What you should do: What you return must match the listing below word for word.

Data in this exercise:

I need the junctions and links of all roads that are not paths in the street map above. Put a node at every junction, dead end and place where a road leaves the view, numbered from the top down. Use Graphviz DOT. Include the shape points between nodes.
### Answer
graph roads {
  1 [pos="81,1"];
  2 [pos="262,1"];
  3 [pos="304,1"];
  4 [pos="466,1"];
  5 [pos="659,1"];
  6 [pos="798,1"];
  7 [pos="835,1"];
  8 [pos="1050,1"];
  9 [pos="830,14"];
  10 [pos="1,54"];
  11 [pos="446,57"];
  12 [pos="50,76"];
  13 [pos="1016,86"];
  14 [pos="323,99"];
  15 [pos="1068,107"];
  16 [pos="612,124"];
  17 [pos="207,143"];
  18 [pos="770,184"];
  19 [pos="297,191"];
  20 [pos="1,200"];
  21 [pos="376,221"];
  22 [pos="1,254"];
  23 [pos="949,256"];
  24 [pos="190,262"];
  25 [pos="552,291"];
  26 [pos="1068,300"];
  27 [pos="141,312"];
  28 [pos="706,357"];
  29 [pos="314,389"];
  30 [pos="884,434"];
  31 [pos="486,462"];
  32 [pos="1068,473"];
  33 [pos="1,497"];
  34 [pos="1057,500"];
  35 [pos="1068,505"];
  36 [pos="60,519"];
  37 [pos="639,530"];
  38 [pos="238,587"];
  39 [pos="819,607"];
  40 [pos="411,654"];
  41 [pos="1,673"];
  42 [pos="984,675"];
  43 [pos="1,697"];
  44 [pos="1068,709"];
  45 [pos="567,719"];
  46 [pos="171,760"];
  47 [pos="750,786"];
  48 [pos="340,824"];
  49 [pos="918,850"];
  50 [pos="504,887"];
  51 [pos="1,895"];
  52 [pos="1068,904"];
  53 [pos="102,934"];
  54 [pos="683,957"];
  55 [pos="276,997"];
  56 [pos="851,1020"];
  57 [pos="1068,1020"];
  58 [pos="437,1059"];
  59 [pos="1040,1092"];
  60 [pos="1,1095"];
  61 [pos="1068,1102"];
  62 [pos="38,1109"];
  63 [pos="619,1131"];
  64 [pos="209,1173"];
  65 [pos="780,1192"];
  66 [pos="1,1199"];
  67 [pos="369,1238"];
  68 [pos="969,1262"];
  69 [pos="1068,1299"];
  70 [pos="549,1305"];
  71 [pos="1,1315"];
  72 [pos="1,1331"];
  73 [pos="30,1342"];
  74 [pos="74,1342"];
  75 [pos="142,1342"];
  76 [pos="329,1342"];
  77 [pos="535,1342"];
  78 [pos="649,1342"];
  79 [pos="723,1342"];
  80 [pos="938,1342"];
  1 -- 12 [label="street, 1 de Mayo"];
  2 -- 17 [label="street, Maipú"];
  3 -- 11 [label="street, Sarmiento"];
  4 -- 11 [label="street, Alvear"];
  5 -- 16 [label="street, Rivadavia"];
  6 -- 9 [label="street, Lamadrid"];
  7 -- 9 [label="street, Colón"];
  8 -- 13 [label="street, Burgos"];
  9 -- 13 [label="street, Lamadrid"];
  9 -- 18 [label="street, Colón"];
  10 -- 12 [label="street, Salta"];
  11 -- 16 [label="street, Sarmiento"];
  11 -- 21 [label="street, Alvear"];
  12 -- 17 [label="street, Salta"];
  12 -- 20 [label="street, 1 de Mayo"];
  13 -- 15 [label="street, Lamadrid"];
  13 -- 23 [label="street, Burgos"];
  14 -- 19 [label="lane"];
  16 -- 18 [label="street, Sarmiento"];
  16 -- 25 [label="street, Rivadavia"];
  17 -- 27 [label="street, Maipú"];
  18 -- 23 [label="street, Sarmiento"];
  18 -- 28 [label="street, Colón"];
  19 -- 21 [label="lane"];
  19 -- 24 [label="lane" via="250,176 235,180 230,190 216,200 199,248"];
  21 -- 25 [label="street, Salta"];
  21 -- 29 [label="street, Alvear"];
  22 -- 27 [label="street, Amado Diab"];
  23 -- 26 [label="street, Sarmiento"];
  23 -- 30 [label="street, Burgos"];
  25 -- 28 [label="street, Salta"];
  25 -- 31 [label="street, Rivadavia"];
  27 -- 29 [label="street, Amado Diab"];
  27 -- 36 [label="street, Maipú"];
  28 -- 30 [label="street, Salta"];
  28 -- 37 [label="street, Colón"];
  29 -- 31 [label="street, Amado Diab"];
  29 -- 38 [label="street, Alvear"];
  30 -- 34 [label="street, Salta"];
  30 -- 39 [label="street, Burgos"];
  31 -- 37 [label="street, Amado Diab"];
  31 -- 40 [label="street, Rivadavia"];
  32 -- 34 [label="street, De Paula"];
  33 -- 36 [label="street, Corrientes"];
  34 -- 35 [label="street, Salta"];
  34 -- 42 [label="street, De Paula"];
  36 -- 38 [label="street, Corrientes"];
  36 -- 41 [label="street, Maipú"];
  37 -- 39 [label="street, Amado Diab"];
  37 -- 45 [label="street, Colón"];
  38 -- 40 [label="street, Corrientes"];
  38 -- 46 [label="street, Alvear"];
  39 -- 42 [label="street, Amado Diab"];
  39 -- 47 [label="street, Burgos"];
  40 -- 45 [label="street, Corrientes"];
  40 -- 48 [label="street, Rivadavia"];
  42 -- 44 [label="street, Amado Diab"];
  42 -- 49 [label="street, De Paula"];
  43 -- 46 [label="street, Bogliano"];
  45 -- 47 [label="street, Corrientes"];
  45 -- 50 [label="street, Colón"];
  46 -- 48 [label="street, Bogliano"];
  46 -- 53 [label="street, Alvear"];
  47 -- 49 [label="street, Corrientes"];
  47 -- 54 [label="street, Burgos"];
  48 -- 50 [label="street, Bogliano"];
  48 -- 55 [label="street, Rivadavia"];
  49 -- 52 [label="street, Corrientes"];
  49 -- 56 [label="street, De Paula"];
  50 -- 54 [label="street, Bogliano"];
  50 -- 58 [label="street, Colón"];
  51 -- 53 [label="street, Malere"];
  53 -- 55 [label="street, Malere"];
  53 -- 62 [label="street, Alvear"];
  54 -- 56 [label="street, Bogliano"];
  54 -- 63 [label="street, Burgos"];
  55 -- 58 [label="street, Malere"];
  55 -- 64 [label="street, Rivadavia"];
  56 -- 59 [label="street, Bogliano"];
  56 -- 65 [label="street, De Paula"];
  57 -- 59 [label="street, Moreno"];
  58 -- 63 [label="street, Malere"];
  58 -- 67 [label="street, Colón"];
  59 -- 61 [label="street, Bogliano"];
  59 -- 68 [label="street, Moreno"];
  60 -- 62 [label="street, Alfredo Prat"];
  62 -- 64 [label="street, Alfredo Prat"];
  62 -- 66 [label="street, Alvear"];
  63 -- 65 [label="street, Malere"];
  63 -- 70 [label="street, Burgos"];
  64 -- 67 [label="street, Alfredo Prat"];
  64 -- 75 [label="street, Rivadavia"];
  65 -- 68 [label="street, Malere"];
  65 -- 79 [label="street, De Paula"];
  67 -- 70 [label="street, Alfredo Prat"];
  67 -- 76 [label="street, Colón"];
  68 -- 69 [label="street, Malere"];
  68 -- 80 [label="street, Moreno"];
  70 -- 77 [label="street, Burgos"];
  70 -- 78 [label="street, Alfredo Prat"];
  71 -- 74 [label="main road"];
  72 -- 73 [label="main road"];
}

Answer space:
I need the junctions and links of all roads that are not paths in the street map above. Put a node at every junction, dead end and place where a road leaves the view, numbered from the top down. Use Graphviz DOT. Include the shape points between nodes.
### Answer
graph roads {
  1 [pos="81,1"];
  2 [pos="262,1"];
  3 [pos="304,1"];
  4 [pos="466,1"];
  5 [pos="659,1"];
  6 [pos="798,1"];
  7 [pos="835,1"];
  8 [pos="1050,1"];
  9 [pos="830,14"];
  10 [pos="1,54"];
  11 [pos="446,57"];
  12 [pos="50,76"];
  13 [pos="1016,86"];
  14 [pos="323,99"];
  15 [pos="1068,107"];
  16 [pos="612,124"];
  17 [pos="207,143"];
  18 [pos="770,184"];
  19 [pos="297,191"];
  20 [pos="1,200"];
  21 [pos="376,221"];
  22 [pos="1,254"];
  23 [pos="949,256"];
  24 [pos="190,262"];
  25 [pos="552,291"];
  26 [pos="1068,300"];
  27 [pos="141,312"];
  28 [pos="706,357"];
  29 [pos="314,389"];
  30 [pos="884,434"];
  31 [pos="486,462"];
  32 [pos="1068,473"];
  33 [pos="1,497"];
  34 [pos="1057,500"];
  35 [pos="1068,505"];
  36 [pos="60,519"];
  37 [pos="639,530"];
  38 [pos="238,587"];
  39 [pos="819,607"];
  40 [pos="411,654"];
  41 [pos="1,673"];
  42 [pos="984,675"];
  43 [pos="1,697"];
  44 [pos="1068,709"];
  45 [pos="567,719"];
  46 [pos="171,760"];
  47 [pos="750,786"];
  48 [pos="340,824"];
  49 [pos="918,850"];
  50 [pos="504,887"];
  51 [pos="1,895"];
  52 [pos="1068,904"];
  53 [pos="102,934"];
  54 [pos="683,957"];
  55 [pos="276,997"];
  56 [pos="851,1020"];
  57 [pos="1068,1020"];
  58 [pos="437,1059"];
  59 [pos="1040,1092"];
  60 [pos="1,1095"];
  61 [pos="1068,1102"];
  62 [pos="38,1109"];
  63 [pos="619,1131"];
  64 [pos="209,1173"];
  65 [pos="780,1192"];
  66 [pos="1,1199"];
  67 [pos="369,1238"];
  68 [pos="969,1262"];
  69 [pos="1068,1299"];
  70 [pos="549,1305"];
  71 [pos="1,1315"];
  72 [pos="1,1331"];
  73 [pos="30,1342"];
  74 [pos="74,1342"];
  75 [pos="142,1342"];
  76 [pos="329,1342"];
  77 [pos="535,1342"];
  78 [pos="649,1342"];
  79 [pos="723,1342"];
  80 [pos="938,1342"];
  1 -- 12 [label="street, 1 de Mayo"];
  2 -- 17 [label="street, Maipú"];
  3 -- 11 [label="street, Sarmiento"];
  4 -- 11 [label="street, Alvear"];
  5 -- 16 [label="street, Rivadavia"];
  6 -- 9 [label="street, Lamadrid"];
  7 -- 9 [label="street, Colón"];
  8 -- 13 [label="street, Burgos"];
  9 -- 13 [label="street, Lamadrid"];
  9 -- 18 [label="street, Colón"];
  10 -- 12 [label="street, Salta"];
  11 -- 16 [label="street, Sarmiento"];
  11 -- 21 [label="street, Alvear"];
  12 -- 17 [label="street, Salta"];
  12 -- 20 [label="street, 1 de Mayo"];
  13 -- 15 [label="street, Lamadrid"];
  13 -- 23 [label="street, Burgos"];
  14 -- 19 [label="lane"];
  16 -- 18 [label="street, Sarmiento"];
  16 -- 25 [label="street, Rivadavia"];
  17 -- 27 [label="street, Maipú"];
  18 -- 23 [label="street, Sarmiento"];
  18 -- 28 [label="street, Colón"];
  19 -- 21 [label="lane"];
  19 -- 24 [label="lane" via="250,176 235,180 230,190 216,200 199,248"];
  21 -- 25 [label="street, Salta"];
  21 -- 29 [label="street, Alvear"];
  22 -- 27 [label="street, Amado Diab"];
  23 -- 26 [label="street, Sarmiento"];
  23 -- 30 [label="street, Burgos"];
  25 -- 28 [label="street, Salta"];
  25 -- 31 [label="street, Rivadavia"];
  27 -- 29 [label="street, Amado Diab"];
  27 -- 36 [label="street, Maipú"];
  28 -- 30 [label="street, Salta"];
  28 -- 37 [label="street, Colón"];
  29 -- 31 [label="street, Amado Diab"];
  29 -- 38 [label="street, Alvear"];
  30 -- 34 [label="street, Salta"];
  30 -- 39 [label="street, Burgos"];
  31 -- 37 [label="street, Amado Diab"];
  31 -- 40 [label="street, Rivadavia"];
  32 -- 34 [label="street, De Paula"];
  33 -- 36 [label="street, Corrientes"];
  34 -- 35 [label="street, Salta"];
  34 -- 42 [label="street, De Paula"];
  36 -- 38 [label="street, Corrientes"];
  36 -- 41 [label="street, Maipú"];
  37 -- 39 [label="street, Amado Diab"];
  37 -- 45 [label="street, Colón"];
  38 -- 40 [label="street, Corrientes"];
  38 -- 46 [label="street, Alvear"];
  39 -- 42 [label="street, Amado Diab"];
  39 -- 47 [label="street, Burgos"];
  40 -- 45 [label="street, Corrientes"];
  40 -- 48 [label="street, Rivadavia"];
  42 -- 44 [label="street, Amado Diab"];
  42 -- 49 [label="street, De Paula"];
  43 -- 46 [label="street, Bogliano"];
  45 -- 47 [label="street, Corrientes"];
  45 -- 50 [label="street, Colón"];
  46 -- 48 [label="street, Bogliano"];
  46 -- 53 [label="street, Alvear"];
  47 -- 49 [label="street, Corrientes"];
  47 -- 54 [label="street, Burgos"];
  48 -- 50 [label="street, Bogliano"];
  48 -- 55 [label="street, Rivadavia"];
  49 -- 52 [label="street, Corrientes"];
  49 -- 56 [label="street, De Paula"];
  50 -- 54 [label="street, Bogliano"];
  50 -- 58 [label="street, Colón"];
  51 -- 53 [label="street, Malere"];
  53 -- 55 [label="street, Malere"];
  53 -- 62 [label="street, Alvear"];
  54 -- 56 [label="street, Bogliano"];
  54 -- 63 [label="street, Burgos"];
  55 -- 58 [label="street, Malere"];
  55 -- 64 [label="street, Rivadavia"];
  56 -- 59 [label="street, Bogliano"];
  56 -- 65 [label="street, De Paula"];
  57 -- 59 [label="street, Moreno"];
  58 -- 63 [label="street, Malere"];
  58 -- 67 [label="street, Colón"];
  59 -- 61 [label="street, Bogliano"];
  59 -- 68 [label="street, Moreno"];
  60 -- 62 [label="street, Alfredo Prat"];
  62 -- 64 [label="street, Alfredo Prat"];
  62 -- 66 [label="street, Alvear"];
  63 -- 65 [label="street, Malere"];
  63 -- 70 [label="street, Burgos"];
  64 -- 67 [label="street, Alfredo Prat"];
  64 -- 75 [label="street, Rivadavia"];
  65 -- 68 [label="street, Malere"];
  65 -- 79 [label="street, De Paula"];
  67 -- 70 [label="street, Alfredo Prat"];
  67 -- 76 [label="street, Colón"];
  68 -- 69 [label="street, Malere"];
  68 -- 80 [label="street, Moreno"];
  70 -- 77 [label="street, Burgos"];
  70 -- 78 [label="street, Alfredo Prat"];
  71 -- 74 [label="main road"];
  72 -- 73 [label="main road"];
}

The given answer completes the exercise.